WORK TO BE COMPLETED. Look through the data below for the line with "thumb cmc: (911, 1211)" and the line with "pinky tip: (316, 205)", then transcribe exactly from the first through the second, leaving out all pictures.

MATERIAL FOR THIS TASK.
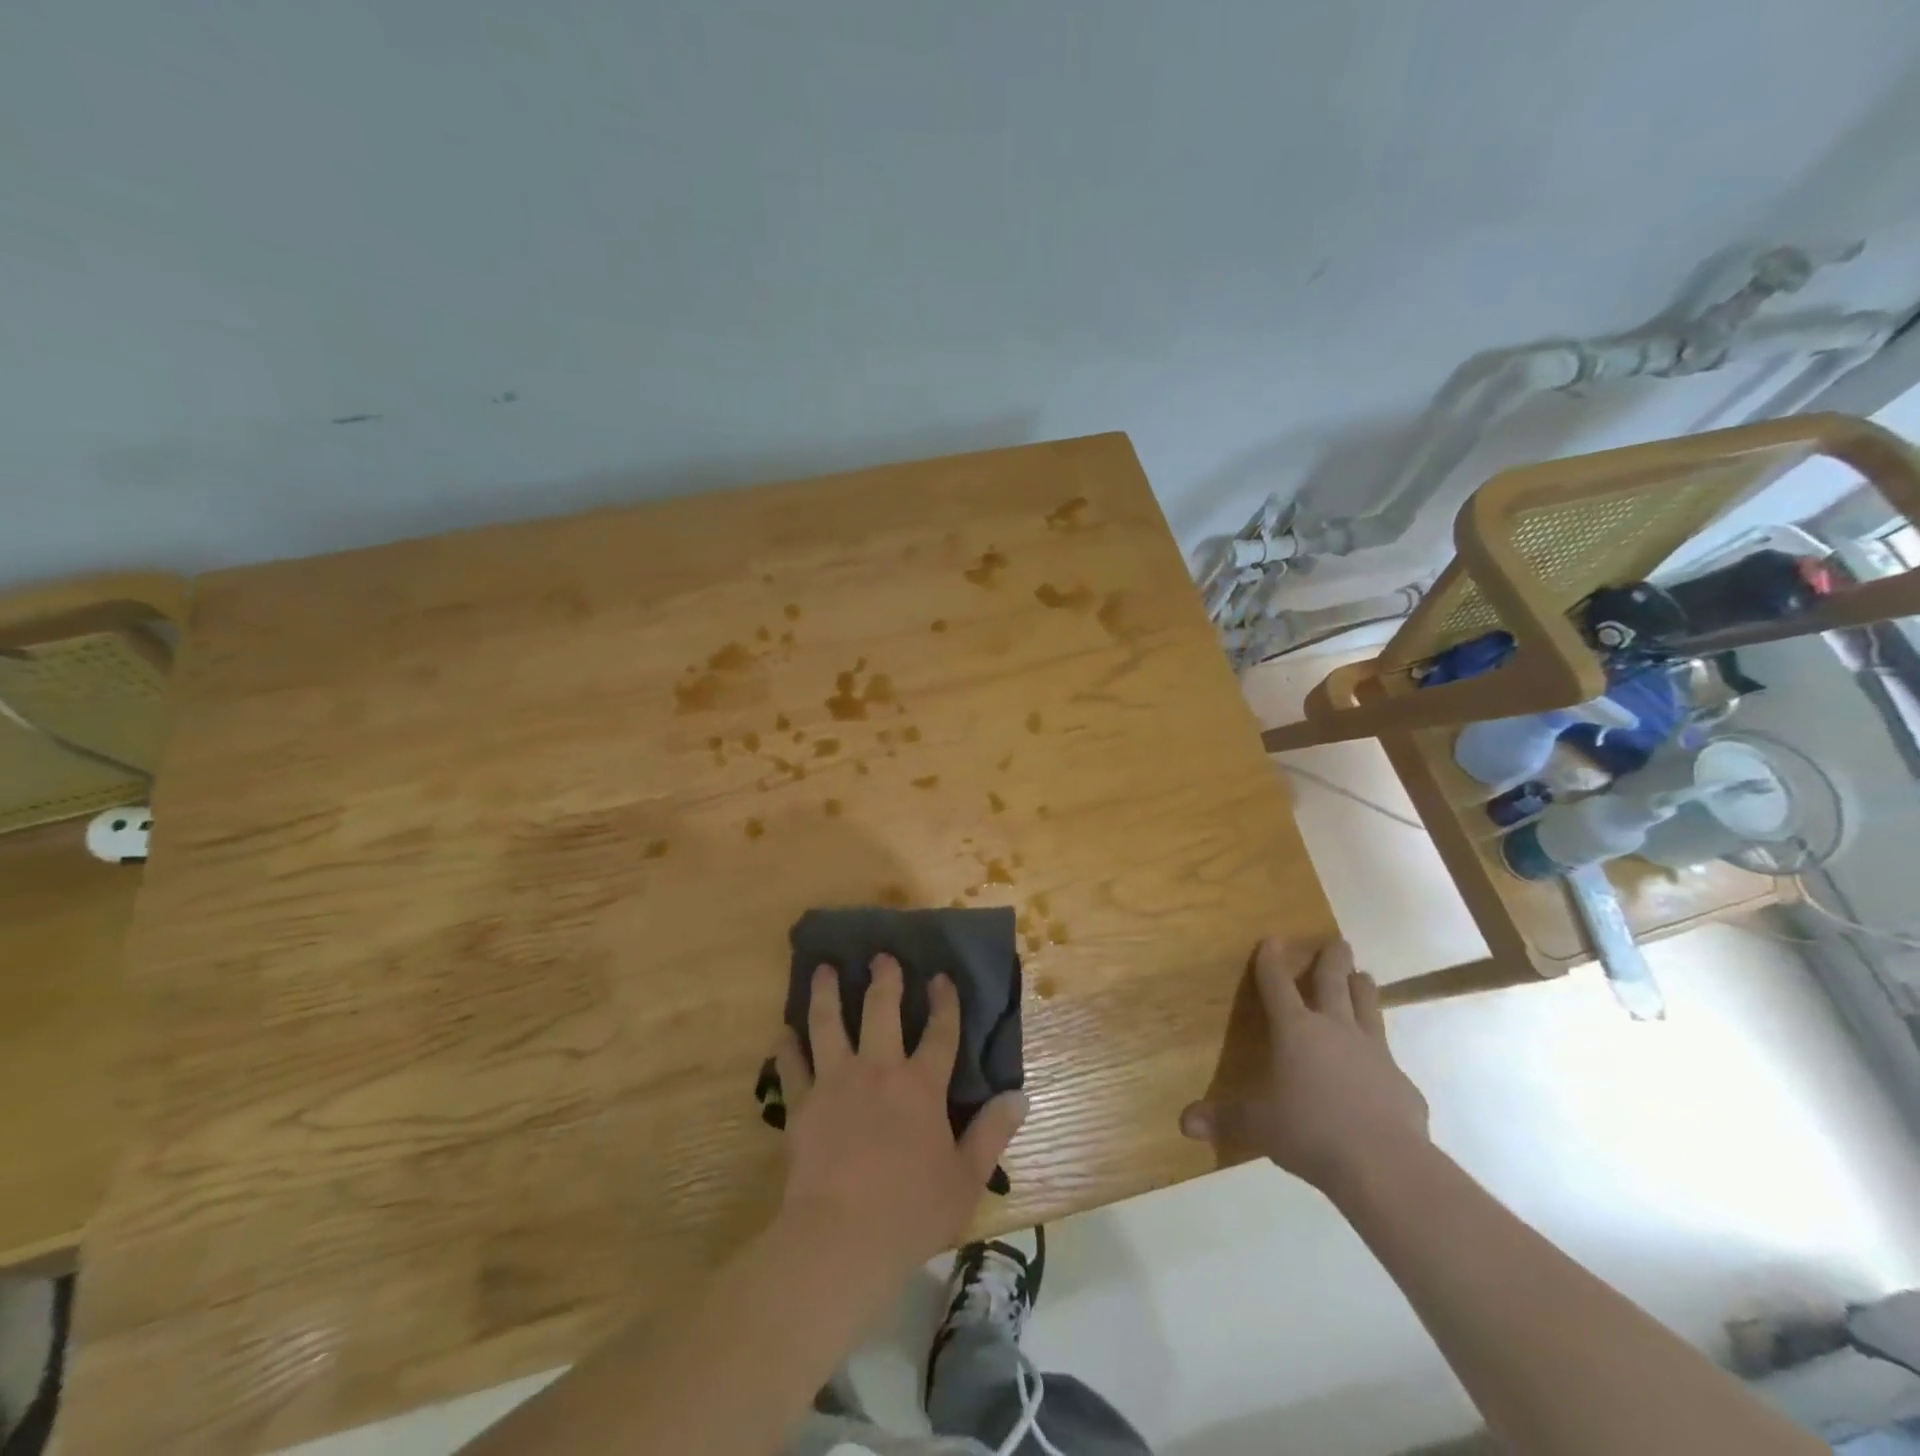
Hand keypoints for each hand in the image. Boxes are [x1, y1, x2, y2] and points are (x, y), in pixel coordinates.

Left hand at [774, 956, 1026, 1279]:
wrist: (841, 1239)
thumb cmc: (911, 1211)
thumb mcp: (965, 1178)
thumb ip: (992, 1134)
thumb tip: (1019, 1096)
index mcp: (921, 1086)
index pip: (940, 1032)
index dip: (944, 1002)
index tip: (941, 976)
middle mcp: (878, 1070)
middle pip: (880, 1010)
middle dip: (884, 979)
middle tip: (880, 956)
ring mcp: (836, 1082)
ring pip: (829, 1024)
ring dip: (826, 994)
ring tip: (822, 969)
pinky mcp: (802, 1105)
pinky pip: (792, 1067)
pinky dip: (787, 1048)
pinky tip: (783, 1033)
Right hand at [1180, 938, 1428, 1195]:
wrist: (1384, 1163)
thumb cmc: (1309, 1131)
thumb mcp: (1257, 1126)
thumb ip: (1224, 1119)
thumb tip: (1185, 1123)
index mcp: (1295, 1030)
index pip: (1277, 985)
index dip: (1271, 961)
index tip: (1272, 938)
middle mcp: (1335, 1030)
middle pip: (1333, 983)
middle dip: (1332, 960)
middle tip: (1338, 941)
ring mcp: (1374, 1053)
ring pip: (1368, 1009)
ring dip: (1364, 991)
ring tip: (1365, 976)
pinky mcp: (1401, 1084)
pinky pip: (1390, 1061)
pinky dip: (1383, 1056)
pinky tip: (1384, 1067)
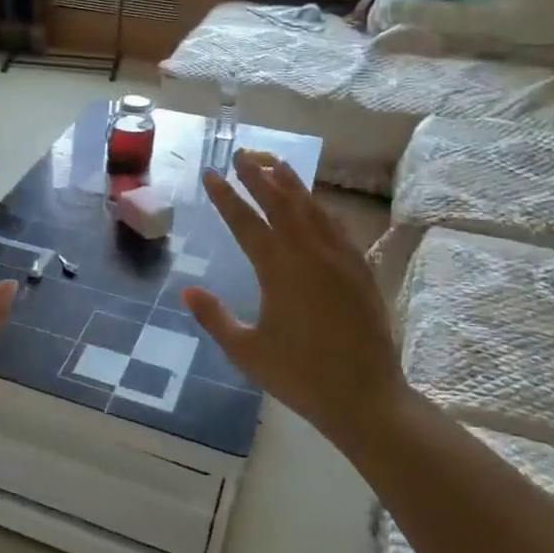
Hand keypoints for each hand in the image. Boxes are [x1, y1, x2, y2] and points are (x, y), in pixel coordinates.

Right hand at [181, 151, 416, 447]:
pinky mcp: (361, 271)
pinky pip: (338, 228)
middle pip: (281, 203)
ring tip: (275, 164)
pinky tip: (316, 205)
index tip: (211, 174)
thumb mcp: (245, 351)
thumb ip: (214, 318)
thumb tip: (187, 291)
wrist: (366, 397)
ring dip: (292, 184)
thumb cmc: (299, 376)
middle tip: (241, 154)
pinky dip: (321, 210)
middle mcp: (310, 255)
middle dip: (258, 176)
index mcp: (278, 270)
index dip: (226, 197)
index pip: (246, 222)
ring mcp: (340, 260)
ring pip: (313, 209)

RESULT OF THIS EXERCISE.
thumb cmc: (911, 1211)
thumb mcp: (965, 1178)
thumb ip: (992, 1134)
thumb tip: (1019, 1096)
index mcp: (921, 1086)
index pip: (940, 1032)
index dip: (944, 1002)
index tip: (941, 976)
middle mcp: (878, 1070)
middle pip: (880, 1010)
middle dip: (884, 979)
middle tip: (880, 956)
ring mcp: (836, 1082)
ring pip: (829, 1024)
ring dip: (826, 994)
ring tip: (822, 969)
pinky mcp: (802, 1105)
pinky pip: (792, 1067)
pinky dip: (787, 1048)
pinky tip: (783, 1033)
Right hand at [1180, 938, 1428, 1195]:
wrist: (1384, 1163)
thumb cmc: (1309, 1131)
thumb mcp: (1257, 1126)
thumb ip: (1224, 1119)
thumb tip: (1185, 1123)
index mcp: (1295, 1030)
index pip: (1277, 985)
index dip: (1271, 961)
index tip: (1272, 938)
middle mcp: (1335, 1030)
middle pip: (1333, 983)
middle dip: (1332, 960)
middle tip: (1338, 941)
ring mcp: (1374, 1053)
ring pip: (1368, 1009)
ring dip: (1364, 991)
ring tip: (1365, 976)
pinky mcp: (1401, 1084)
pinky pip: (1390, 1061)
pinky dip: (1383, 1056)
pinky tip: (1384, 1067)
Hand keypoints for each hand in the image. Boxes are [x1, y1, x2, y2] and points are (x, y), in pixel coordinates.

Right hand at [181, 151, 416, 447]:
pinky mcp: (361, 271)
pinky pip: (338, 228)
middle pip: (281, 203)
ring tip: (275, 164)
pinky tip: (316, 205)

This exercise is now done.